*** Begin section ***
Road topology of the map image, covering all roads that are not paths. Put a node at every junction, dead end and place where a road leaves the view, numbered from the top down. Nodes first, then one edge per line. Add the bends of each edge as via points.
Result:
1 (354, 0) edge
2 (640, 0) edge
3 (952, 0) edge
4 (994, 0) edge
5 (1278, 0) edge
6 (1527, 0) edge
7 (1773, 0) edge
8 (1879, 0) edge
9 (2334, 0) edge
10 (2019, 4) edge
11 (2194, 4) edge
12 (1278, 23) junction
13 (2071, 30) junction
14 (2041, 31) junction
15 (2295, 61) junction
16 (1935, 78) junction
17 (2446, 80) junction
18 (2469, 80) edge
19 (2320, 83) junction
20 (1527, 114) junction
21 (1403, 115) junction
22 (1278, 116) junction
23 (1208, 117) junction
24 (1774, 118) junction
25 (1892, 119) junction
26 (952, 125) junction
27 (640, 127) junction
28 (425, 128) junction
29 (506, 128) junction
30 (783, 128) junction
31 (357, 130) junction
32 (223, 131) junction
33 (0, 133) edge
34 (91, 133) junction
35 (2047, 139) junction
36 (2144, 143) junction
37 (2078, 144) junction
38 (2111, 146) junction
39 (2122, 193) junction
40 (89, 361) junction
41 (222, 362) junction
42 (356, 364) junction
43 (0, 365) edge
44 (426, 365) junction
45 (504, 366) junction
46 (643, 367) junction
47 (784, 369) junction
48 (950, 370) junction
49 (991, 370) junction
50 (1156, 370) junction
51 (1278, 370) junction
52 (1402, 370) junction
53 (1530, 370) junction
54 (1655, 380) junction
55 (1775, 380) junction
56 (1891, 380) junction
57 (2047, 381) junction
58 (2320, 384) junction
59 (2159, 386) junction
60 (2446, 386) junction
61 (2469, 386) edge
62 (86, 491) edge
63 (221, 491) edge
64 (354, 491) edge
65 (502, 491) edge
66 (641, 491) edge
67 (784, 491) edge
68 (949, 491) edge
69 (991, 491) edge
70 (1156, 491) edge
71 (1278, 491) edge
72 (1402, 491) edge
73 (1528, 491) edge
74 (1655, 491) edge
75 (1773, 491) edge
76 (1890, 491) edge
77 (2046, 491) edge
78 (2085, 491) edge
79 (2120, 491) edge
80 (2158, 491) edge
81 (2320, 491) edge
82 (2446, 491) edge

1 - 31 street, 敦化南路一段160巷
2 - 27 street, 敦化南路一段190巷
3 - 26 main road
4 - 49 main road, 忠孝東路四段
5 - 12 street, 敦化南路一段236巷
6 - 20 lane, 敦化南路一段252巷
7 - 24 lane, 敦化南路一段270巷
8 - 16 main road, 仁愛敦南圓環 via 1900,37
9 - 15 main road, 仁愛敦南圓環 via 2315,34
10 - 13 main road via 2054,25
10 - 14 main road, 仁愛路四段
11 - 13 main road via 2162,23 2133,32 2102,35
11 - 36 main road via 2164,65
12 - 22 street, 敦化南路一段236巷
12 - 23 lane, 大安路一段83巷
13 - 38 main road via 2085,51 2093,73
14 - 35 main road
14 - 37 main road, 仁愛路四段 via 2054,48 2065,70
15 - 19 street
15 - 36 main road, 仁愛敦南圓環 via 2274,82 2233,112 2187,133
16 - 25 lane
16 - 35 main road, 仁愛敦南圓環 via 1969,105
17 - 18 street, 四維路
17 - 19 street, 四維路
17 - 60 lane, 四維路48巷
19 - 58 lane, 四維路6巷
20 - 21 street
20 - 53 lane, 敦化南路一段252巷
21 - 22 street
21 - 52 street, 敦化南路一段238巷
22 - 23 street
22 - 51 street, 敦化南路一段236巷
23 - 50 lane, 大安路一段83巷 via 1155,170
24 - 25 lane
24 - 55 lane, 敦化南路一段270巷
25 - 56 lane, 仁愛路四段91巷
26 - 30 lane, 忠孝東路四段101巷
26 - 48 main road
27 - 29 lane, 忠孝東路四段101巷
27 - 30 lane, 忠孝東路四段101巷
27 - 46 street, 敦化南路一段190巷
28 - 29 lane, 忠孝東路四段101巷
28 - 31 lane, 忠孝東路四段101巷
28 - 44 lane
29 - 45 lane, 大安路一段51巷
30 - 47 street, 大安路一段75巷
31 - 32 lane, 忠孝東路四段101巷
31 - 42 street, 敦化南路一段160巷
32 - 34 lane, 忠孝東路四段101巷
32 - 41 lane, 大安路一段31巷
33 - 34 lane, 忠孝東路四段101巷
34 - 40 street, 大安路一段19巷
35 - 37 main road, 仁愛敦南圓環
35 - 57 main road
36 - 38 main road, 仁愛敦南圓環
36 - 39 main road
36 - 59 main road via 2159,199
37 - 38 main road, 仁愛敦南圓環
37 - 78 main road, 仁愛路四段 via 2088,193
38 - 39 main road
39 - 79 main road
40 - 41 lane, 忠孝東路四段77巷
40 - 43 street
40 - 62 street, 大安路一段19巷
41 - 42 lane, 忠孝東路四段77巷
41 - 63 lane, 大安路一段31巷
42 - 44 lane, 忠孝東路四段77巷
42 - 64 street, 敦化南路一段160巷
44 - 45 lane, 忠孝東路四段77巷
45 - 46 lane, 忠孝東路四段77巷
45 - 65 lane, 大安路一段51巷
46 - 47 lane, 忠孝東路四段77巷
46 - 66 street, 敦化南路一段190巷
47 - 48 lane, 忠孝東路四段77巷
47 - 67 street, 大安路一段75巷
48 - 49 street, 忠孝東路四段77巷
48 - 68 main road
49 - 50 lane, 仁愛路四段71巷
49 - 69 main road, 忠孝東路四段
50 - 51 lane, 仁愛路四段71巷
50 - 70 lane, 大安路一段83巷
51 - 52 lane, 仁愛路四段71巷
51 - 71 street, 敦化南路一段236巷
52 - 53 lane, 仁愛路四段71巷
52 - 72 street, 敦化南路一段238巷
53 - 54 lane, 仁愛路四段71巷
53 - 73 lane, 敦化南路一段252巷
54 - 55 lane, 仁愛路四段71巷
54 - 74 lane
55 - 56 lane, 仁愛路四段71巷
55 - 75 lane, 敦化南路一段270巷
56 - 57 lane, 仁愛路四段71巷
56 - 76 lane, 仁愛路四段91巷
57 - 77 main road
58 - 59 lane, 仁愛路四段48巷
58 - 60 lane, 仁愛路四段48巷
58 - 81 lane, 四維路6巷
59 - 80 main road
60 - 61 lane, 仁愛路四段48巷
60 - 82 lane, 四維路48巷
*** End section ***
§ What is required:
A verbatim reproduction of all the records above is the expected answer.

§ Response to the task:
Road topology of the map image, covering all roads that are not paths. Put a node at every junction, dead end and place where a road leaves the view, numbered from the top down. Nodes first, then one edge per line. Add the bends of each edge as via points.
Result:
1 (354, 0) edge
2 (640, 0) edge
3 (952, 0) edge
4 (994, 0) edge
5 (1278, 0) edge
6 (1527, 0) edge
7 (1773, 0) edge
8 (1879, 0) edge
9 (2334, 0) edge
10 (2019, 4) edge
11 (2194, 4) edge
12 (1278, 23) junction
13 (2071, 30) junction
14 (2041, 31) junction
15 (2295, 61) junction
16 (1935, 78) junction
17 (2446, 80) junction
18 (2469, 80) edge
19 (2320, 83) junction
20 (1527, 114) junction
21 (1403, 115) junction
22 (1278, 116) junction
23 (1208, 117) junction
24 (1774, 118) junction
25 (1892, 119) junction
26 (952, 125) junction
27 (640, 127) junction
28 (425, 128) junction
29 (506, 128) junction
30 (783, 128) junction
31 (357, 130) junction
32 (223, 131) junction
33 (0, 133) edge
34 (91, 133) junction
35 (2047, 139) junction
36 (2144, 143) junction
37 (2078, 144) junction
38 (2111, 146) junction
39 (2122, 193) junction
40 (89, 361) junction
41 (222, 362) junction
42 (356, 364) junction
43 (0, 365) edge
44 (426, 365) junction
45 (504, 366) junction
46 (643, 367) junction
47 (784, 369) junction
48 (950, 370) junction
49 (991, 370) junction
50 (1156, 370) junction
51 (1278, 370) junction
52 (1402, 370) junction
53 (1530, 370) junction
54 (1655, 380) junction
55 (1775, 380) junction
56 (1891, 380) junction
57 (2047, 381) junction
58 (2320, 384) junction
59 (2159, 386) junction
60 (2446, 386) junction
61 (2469, 386) edge
62 (86, 491) edge
63 (221, 491) edge
64 (354, 491) edge
65 (502, 491) edge
66 (641, 491) edge
67 (784, 491) edge
68 (949, 491) edge
69 (991, 491) edge
70 (1156, 491) edge
71 (1278, 491) edge
72 (1402, 491) edge
73 (1528, 491) edge
74 (1655, 491) edge
75 (1773, 491) edge
76 (1890, 491) edge
77 (2046, 491) edge
78 (2085, 491) edge
79 (2120, 491) edge
80 (2158, 491) edge
81 (2320, 491) edge
82 (2446, 491) edge

1 - 31 street, 敦化南路一段160巷
2 - 27 street, 敦化南路一段190巷
3 - 26 main road
4 - 49 main road, 忠孝東路四段
5 - 12 street, 敦化南路一段236巷
6 - 20 lane, 敦化南路一段252巷
7 - 24 lane, 敦化南路一段270巷
8 - 16 main road, 仁愛敦南圓環 via 1900,37
9 - 15 main road, 仁愛敦南圓環 via 2315,34
10 - 13 main road via 2054,25
10 - 14 main road, 仁愛路四段
11 - 13 main road via 2162,23 2133,32 2102,35
11 - 36 main road via 2164,65
12 - 22 street, 敦化南路一段236巷
12 - 23 lane, 大安路一段83巷
13 - 38 main road via 2085,51 2093,73
14 - 35 main road
14 - 37 main road, 仁愛路四段 via 2054,48 2065,70
15 - 19 street
15 - 36 main road, 仁愛敦南圓環 via 2274,82 2233,112 2187,133
16 - 25 lane
16 - 35 main road, 仁愛敦南圓環 via 1969,105
17 - 18 street, 四維路
17 - 19 street, 四維路
17 - 60 lane, 四維路48巷
19 - 58 lane, 四維路6巷
20 - 21 street
20 - 53 lane, 敦化南路一段252巷
21 - 22 street
21 - 52 street, 敦化南路一段238巷
22 - 23 street
22 - 51 street, 敦化南路一段236巷
23 - 50 lane, 大安路一段83巷 via 1155,170
24 - 25 lane
24 - 55 lane, 敦化南路一段270巷
25 - 56 lane, 仁愛路四段91巷
26 - 30 lane, 忠孝東路四段101巷
26 - 48 main road
27 - 29 lane, 忠孝東路四段101巷
27 - 30 lane, 忠孝東路四段101巷
27 - 46 street, 敦化南路一段190巷
28 - 29 lane, 忠孝東路四段101巷
28 - 31 lane, 忠孝東路四段101巷
28 - 44 lane
29 - 45 lane, 大安路一段51巷
30 - 47 street, 大安路一段75巷
31 - 32 lane, 忠孝東路四段101巷
31 - 42 street, 敦化南路一段160巷
32 - 34 lane, 忠孝東路四段101巷
32 - 41 lane, 大安路一段31巷
33 - 34 lane, 忠孝東路四段101巷
34 - 40 street, 大安路一段19巷
35 - 37 main road, 仁愛敦南圓環
35 - 57 main road
36 - 38 main road, 仁愛敦南圓環
36 - 39 main road
36 - 59 main road via 2159,199
37 - 38 main road, 仁愛敦南圓環
37 - 78 main road, 仁愛路四段 via 2088,193
38 - 39 main road
39 - 79 main road
40 - 41 lane, 忠孝東路四段77巷
40 - 43 street
40 - 62 street, 大安路一段19巷
41 - 42 lane, 忠孝東路四段77巷
41 - 63 lane, 大安路一段31巷
42 - 44 lane, 忠孝東路四段77巷
42 - 64 street, 敦化南路一段160巷
44 - 45 lane, 忠孝東路四段77巷
45 - 46 lane, 忠孝東路四段77巷
45 - 65 lane, 大安路一段51巷
46 - 47 lane, 忠孝東路四段77巷
46 - 66 street, 敦化南路一段190巷
47 - 48 lane, 忠孝東路四段77巷
47 - 67 street, 大安路一段75巷
48 - 49 street, 忠孝東路四段77巷
48 - 68 main road
49 - 50 lane, 仁愛路四段71巷
49 - 69 main road, 忠孝東路四段
50 - 51 lane, 仁愛路四段71巷
50 - 70 lane, 大安路一段83巷
51 - 52 lane, 仁愛路四段71巷
51 - 71 street, 敦化南路一段236巷
52 - 53 lane, 仁愛路四段71巷
52 - 72 street, 敦化南路一段238巷
53 - 54 lane, 仁愛路四段71巷
53 - 73 lane, 敦化南路一段252巷
54 - 55 lane, 仁愛路四段71巷
54 - 74 lane
55 - 56 lane, 仁愛路四段71巷
55 - 75 lane, 敦化南路一段270巷
56 - 57 lane, 仁愛路四段71巷
56 - 76 lane, 仁愛路四段91巷
57 - 77 main road
58 - 59 lane, 仁愛路四段48巷
58 - 60 lane, 仁愛路四段48巷
58 - 81 lane, 四維路6巷
59 - 80 main road
60 - 61 lane, 仁愛路四段48巷
60 - 82 lane, 四維路48巷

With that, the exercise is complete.